§ DATASET RECORDS:
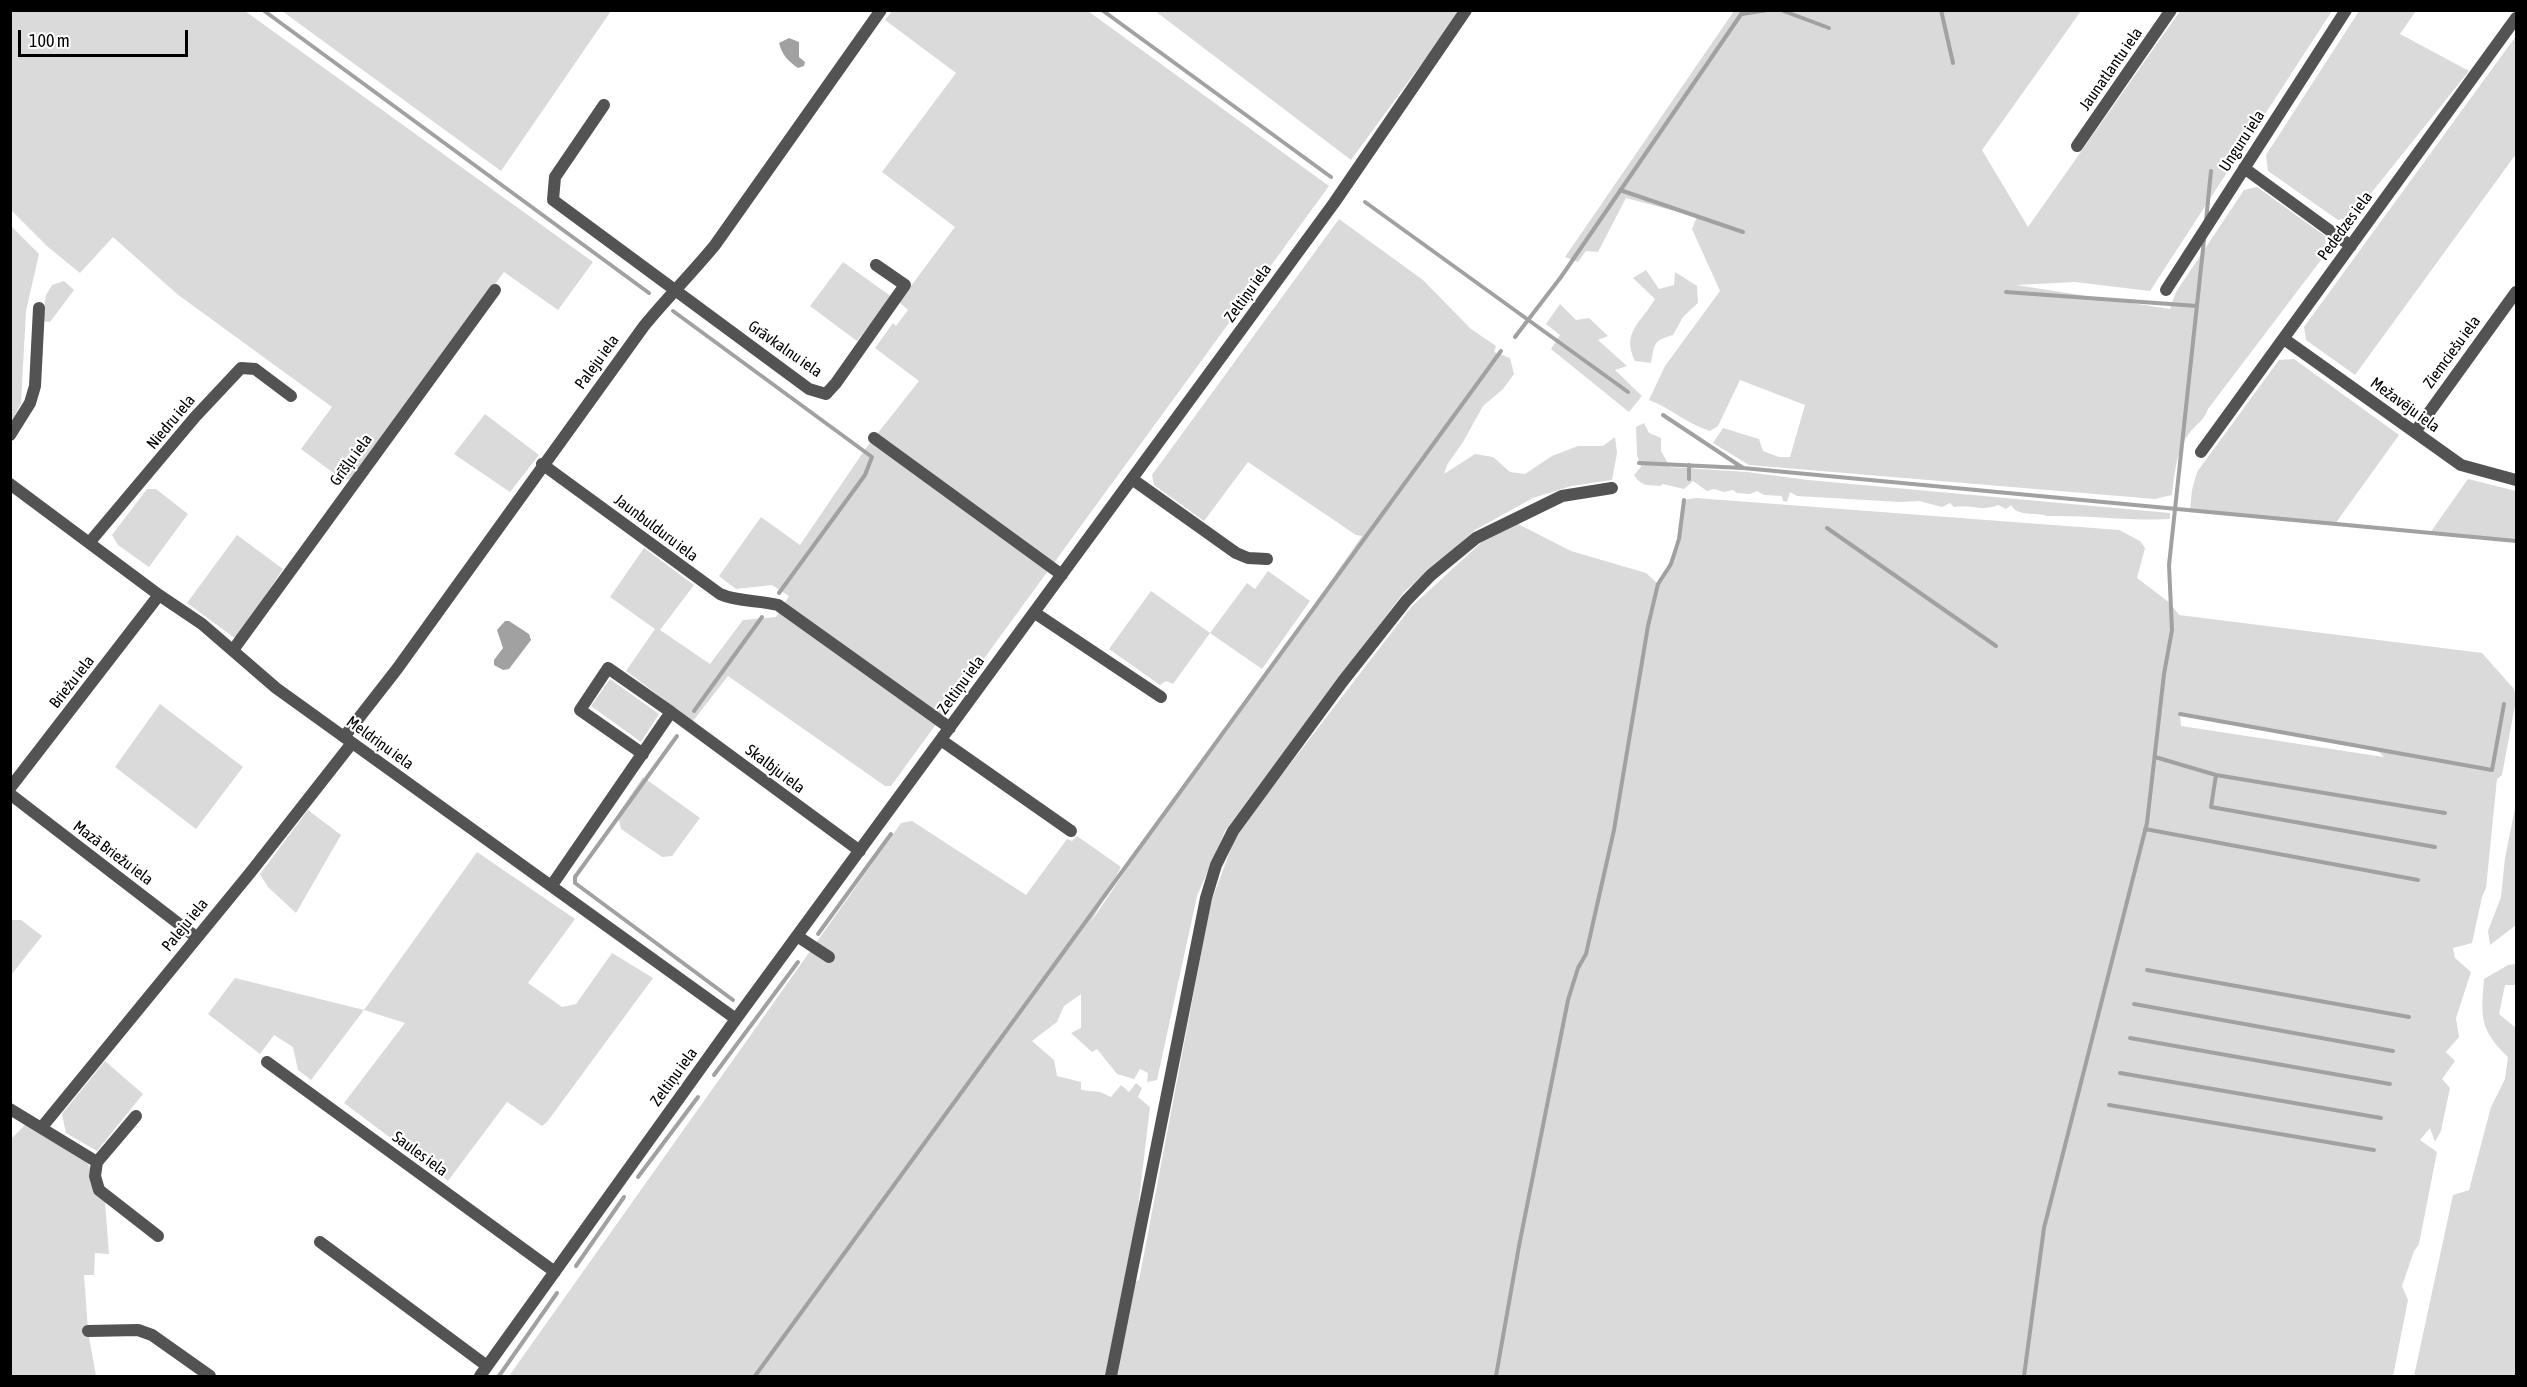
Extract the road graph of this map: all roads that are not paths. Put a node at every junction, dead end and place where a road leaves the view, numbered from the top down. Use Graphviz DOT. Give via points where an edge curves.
graph roads {
  1 [pos="882,10"];
  2 [pos="1466,10"];
  3 [pos="2171,10"];
  4 [pos="2346,10"];
  5 [pos="2517,18"];
  6 [pos="604,105"];
  7 [pos="2077,146"];
  8 [pos="2244,168"];
  9 [pos="2351,246"];
  10 [pos="876,265"];
  11 [pos="495,290"];
  12 [pos="2166,290"];
  13 [pos="676,291"];
  14 [pos="2517,292"];
  15 [pos="39,308"];
  16 [pos="2284,339"];
  17 [pos="291,396"];
  18 [pos="2415,432"];
  19 [pos="10,435"];
  20 [pos="874,438"];
  21 [pos="2200,452"];
  22 [pos="542,464"];
  23 [pos="1132,478"];
  24 [pos="2517,480"];
  25 [pos="10,484"];
  26 [pos="1612,488"];
  27 [pos="89,543"];
  28 [pos="1267,559"];
  29 [pos="1062,575"];
  30 [pos="159,595"];
  31 [pos="1035,613"];
  32 [pos="233,650"];
  33 [pos="1161,698"];
  34 [pos="671,712"];
  35 [pos="950,728"];
  36 [pos="348,740"];
  37 [pos="940,740"];
  38 [pos="643,754"];
  39 [pos="10,788"];
  40 [pos="10,794"];
  41 [pos="1071,831"];
  42 [pos="860,851"];
  43 [pos="552,885"];
  44 [pos="797,936"];
  45 [pos="196,937"];
  46 [pos="829,957"];
  47 [pos="736,1019"];
  48 [pos="267,1062"];
  49 [pos="10,1109"];
  50 [pos="136,1116"];
  51 [pos="42,1126"];
  52 [pos="97,1162"];
  53 [pos="158,1236"];
  54 [pos="321,1242"];
  55 [pos="555,1272"];
  56 [pos="88,1331"];
  57 [pos="483,1372"];
  58 [pos="210,1377"];
  59 [pos="1111,1377"];
  1 -- 13 [label="street, Paleju iela" via="715,245"];
  2 -- 23 [label="street, Zeltiņu iela" via="1334,203"];
  3 -- 7 [label="street, Jaunatlantu iela"];
  4 -- 8 [label="street, Unguru iela"];
  5 -- 9 [label="street, Pededzes iela"];
  6 -- 13 [label="street" via="555,177 553,200"];
  8 -- 9 [label="street"];
  8 -- 12 [label="street, Unguru iela"];
  9 -- 16 [label="street, Pededzes iela"];
  10 -- 13 [label="street, Grāvkalnu iela" via="905,285 826,394 809,389"];
  11 -- 32 [label="street, Grīšļu iela"];
  13 -- 22 [label="street, Paleju iela" via="644,326"];
  14 -- 18 [label="street, Ziemciešu iela"];
  15 -- 19 [label="street" via="35,386 30,403"];
  16 -- 18 [label="street, Mežavēju iela"];
  16 -- 21 [label="street, Pededzes iela"];
  17 -- 27 [label="street, Niedru iela" via="255,369 241,368"];
  18 -- 24 [label="street, Mežavēju iela" via="2461,465"];
  20 -- 29 [label="street"];
  22 -- 35 [label="street, Jaunbulduru iela" via="720,594 729,599 778,605"];
  22 -- 36 [label="street, Paleju iela"];
  23 -- 28 [label="street" via="1236,553"];
  23 -- 29 [label="street, Zeltiņu iela"];
  25 -- 27 [label="street, Meldriņu iela"];
  26 -- 59 [label="street" via="1562,496 1476,538 1431,575 1343,681 1233,831 1216,865 1206,898"];
  27 -- 30 [label="street, Meldriņu iela"];
  29 -- 31 [label="street, Zeltiņu iela"];
  30 -- 32 [label="street, Meldriņu iela"];
  30 -- 39 [label="street, Briežu iela"];
  31 -- 33 [label="street"];
  31 -- 35 [label="street, Zeltiņu iela"];
  32 -- 36 [label="street, Meldriņu iela" via="276,688"];
  34 -- 38 [label="street"];
  34 -- 38 [label="street, Skalbju iela" via="608,668 580,710"];
  34 -- 42 [label="street, Skalbju iela"];
  35 -- 37 [label="street, Zeltiņu iela"];
  36 -- 43 [label="street, Meldriņu iela"];
  36 -- 45 [label="street, Paleju iela" via="250,873"];
  37 -- 41 [label="street"];
  37 -- 42 [label="street, Zeltiņu iela"];
  38 -- 43 [label="street"];
  40 -- 45 [label="street, Mazā Briežu iela"];
  42 -- 44 [label="street, Zeltiņu iela"];
  43 -- 47 [label="street, Meldriņu iela"];
  44 -- 46 [label="street"];
  44 -- 47 [label="street, Zeltiņu iela"];
  45 -- 51 [label="street, Paleju iela"];
  47 -- 55 [label="street, Zeltiņu iela"];
  48 -- 55 [label="street, Saules iela"];
  49 -- 51 [label="street"];
  50 -- 52 [label="street"];
  51 -- 52 [label="street"];
  52 -- 53 [label="street" via="99,1190"];
  54 -- 57 [label="street"];
  55 -- 57 [label="street, Zeltiņu iela"];
  56 -- 58 [label="street" via="138,1330 152,1335"];
}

§ INSTRUCTIONS FOR THE TASK:
Each line containing "Mežavēju" belongs in the answer; pick these out of the material and copy them.

§ COMPLETED EXERCISE:
  16 -- 18 [label="street, Mežavēju iela"];
  18 -- 24 [label="street, Mežavēju iela" via="2461,465"];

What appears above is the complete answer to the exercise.